Les « faux » jumeaux Stéphane et Nicola Sirchis (nom d’artiste : Sirkis) voient le jour le 22 juin 1959 à Antony (Seine), de l’union de deux personnes que tout semblait opposer. Juif ayant fui les pogroms en URSS, puis engagé dans la Résistance, leur père Jean est promis à un brillant avenir scientifique. Michèle Henry, leur mère, est quant à elle issue d’une famille vosgienne, catholique conservatrice. À Bruxelles, ceux qu’on appelle « les jumeaux » coulent des jours heureux jusqu’au divorce de leurs parents. Ils n’ont alors que treize ans.

De retour en région parisienne en 1974, Nicola et Stéphane empruntent des routes différentes pour mieux se retrouver par la suite. Alors que le premier connaît ses premiers émois littéraires grâce aux œuvres de Marguerite Duras et J. D. Salinger, Stéphane s’engage dans tous les combats militants au sein de la Ligue communiste révolutionnaire (LCR). En 1976, il fonde son premier groupe, Light, influencé par le rock progressif.

Mai 1978. Ce n’est pas le grand soir mais la révolution punk est là. Stéphane fait entrer Nicola à un concert des Londoniens The Clash à la « fête rouge », à Pantin (Seine-Saint-Denis). Un choc. Les deux frères seront au rendez-vous du tournant culturel des années 1980, notamment porté  par l’ébullition de la scène rock française.
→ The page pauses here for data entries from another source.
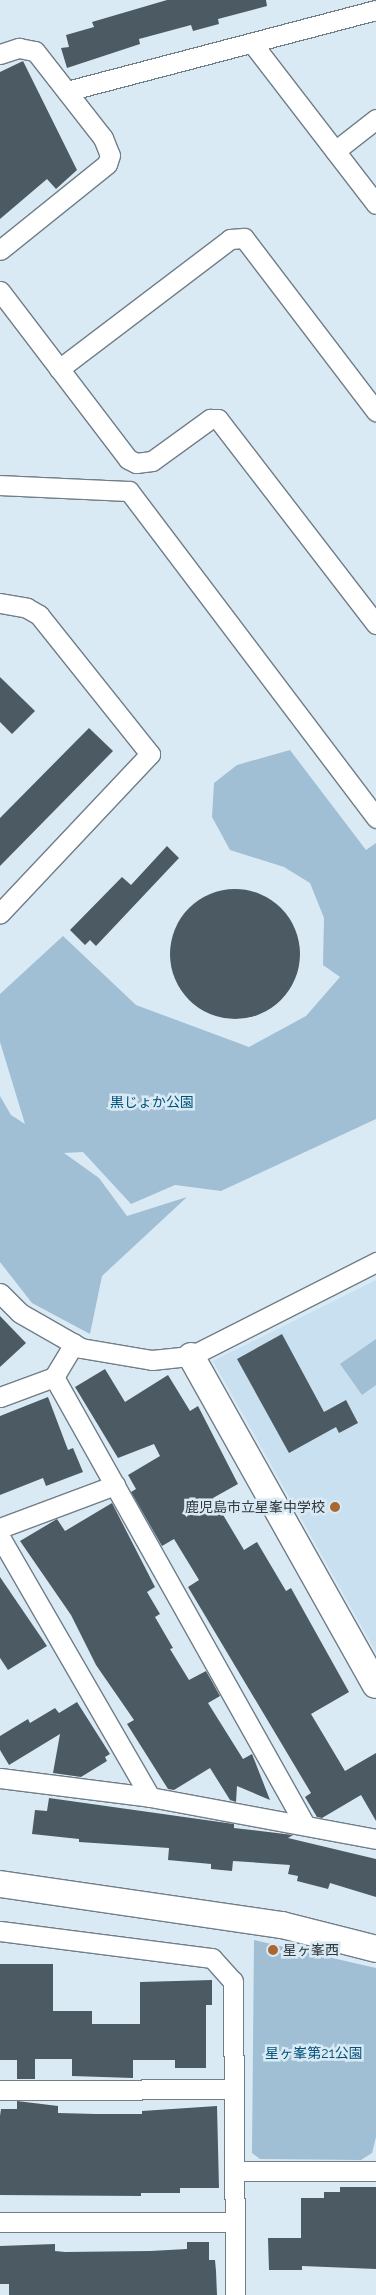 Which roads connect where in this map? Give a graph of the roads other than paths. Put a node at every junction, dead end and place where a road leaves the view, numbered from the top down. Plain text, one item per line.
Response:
1 (376, 10) edge
2 (252, 43) junction
3 (0, 54) edge
4 (67, 91) junction
5 (376, 119) edge
6 (336, 151) junction
7 (376, 204) edge
8 (0, 250) edge
9 (0, 291) edge
10 (59, 369) junction
11 (376, 412) edge
12 (0, 485) edge
13 (0, 603) edge
14 (376, 622) edge
15 (376, 818) edge
16 (0, 913) edge
17 (376, 1262) edge
18 (0, 1293) edge
19 (74, 1344) junction
20 (191, 1356) junction
21 (54, 1377) junction
22 (0, 1396) edge
23 (115, 1485) junction
24 (0, 1528) edge
25 (0, 1537) edge
26 (376, 1686) edge
27 (0, 1778) edge
28 (150, 1797) junction
29 (304, 1823) junction
30 (376, 1839) edge
31 (0, 1884) edge
32 (0, 1931) edge
33 (376, 1949) edge
34 (234, 2089) junction
35 (0, 2090) edge
36 (376, 2170) edge
37 (234, 2171) junction
38 (0, 2222) edge
39 (234, 2222) junction
40 (235, 2295) edge

1 - 2 street
2 - 4 street
2 - 6 street
3 - 4 street
4 - 8 street
5 - 6 street
6 - 7 street
9 - 10 street
10 - 11 street
10 - 14 street
12 - 15 street
13 - 16 street
17 - 20 street
18 - 19 street
19 - 20 street
19 - 21 street
20 - 26 street
21 - 22 street
21 - 23 street
23 - 24 street
23 - 29 street
25 - 28 street
27 - 28 street
28 - 29 street
29 - 30 street
31 - 33 street
32 - 34 street
34 - 35 street
34 - 37 street
36 - 37 street
37 - 39 street
38 - 39 street
39 - 40 street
PRÉCURSEUR DE LA NEW WAVE EN FRANCE


 

10 mai 1981, le jour de l’élection de François Mitterrand à la présidence de la République, Nicola Sirkis (chant), Dimitri Bodianski (saxophone) et Dominique Nicolas (guitare) répètent pour la première fois à Paris. Indochine est né. Se cantonnant dans les premiers temps aux programmations musicales du groupe, Stéphane en devient guitariste et claviériste en 1982, année de parution d’un premier 45 tours : Dizzidence Politik – sur lequel on l’entend manipuler des boucles rythmiques sur magnétophone – annonçant l’album révélation L’Aventurier. ​​​​​​​

Surfant sur la vague new wave (The Cure, Depeche Mode), Indochine devient, avec Étienne Daho ou Gold, l’un des fers de lance du genre transposé en France. Le succès est fulgurant. Jusqu’à son départ en 1994, Dominique Nicolas, guitariste fondateur du groupe, s’impose comme compositeur principal, cosignant de nombreux standards (L’Aventurier, Troisième sexe, Trois nuits par semaine…).
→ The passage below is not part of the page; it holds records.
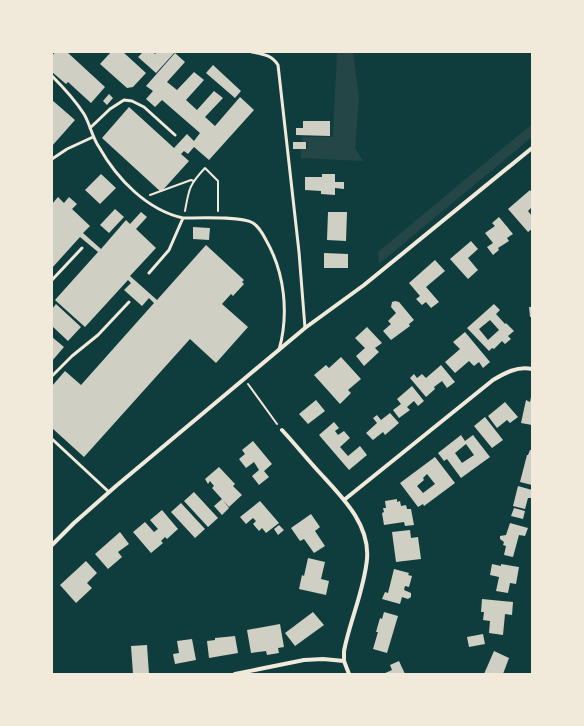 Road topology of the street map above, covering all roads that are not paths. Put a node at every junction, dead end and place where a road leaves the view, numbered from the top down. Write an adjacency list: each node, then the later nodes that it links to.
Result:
1 (252, 52): 13 (lane)
2 (52, 76): 3 (lane)
3 (90, 128): 4 (lane); 5 (lane)
4 (175, 135)
5 (93, 137): 7 (lane); 8 (lane)
6 (532, 148): 13 (street)
7 (52, 159)
8 (183, 218): 10 (lane); 14 (lane)
9 (82, 248): 11 (lane)
10 (149, 273)
11 (52, 280)
12 (129, 302): 16 (lane)
13 (305, 328): 14 (street)
14 (279, 350): 19 (street)
15 (532, 369): 20 (street)
16 (52, 376)
17 (282, 430): 20 (street)
18 (52, 439): 19 (lane)
19 (109, 492): 21 (street)
20 (344, 500): 22 (street)
21 (52, 545)
22 (344, 661): 23 (street); 24 (street)
23 (235, 674)
24 (349, 674)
Dans l’ombre d’un frère solaire, Stéphane Sirkis n’est cependant pas en reste. À partir de l’album 3 (1985), qui s’éloigne d’une imagerie pop pour aborder les thèmes de la sexualité et de la confusion des genres, le musicien compose une quinzaine de titres parmi lesquels Le Train sauvage en 1985, Un grand carnaval en 1987 ou encore Persane thème en 1990, année de naissance de sa fille unique Lou – qui lancera en 2007 son propre groupe de rock, Toybloïd.

SURVIVRE AUX ANNÉES 1990


Les années 1990 ne font pas de cadeau à Indochine. Dénigré par la presse spécialisée qui en fait un groupe du passé, tourné en dérision dans un sketch des Inconnus, Ie trio encaisse. Malgré l’érosion des ventes de disques, Indochine consolide sa relation avec un public de plus en plus intergénérationnel. Le groupe entretient le culte à travers ses concerts et son propre média, Indonews.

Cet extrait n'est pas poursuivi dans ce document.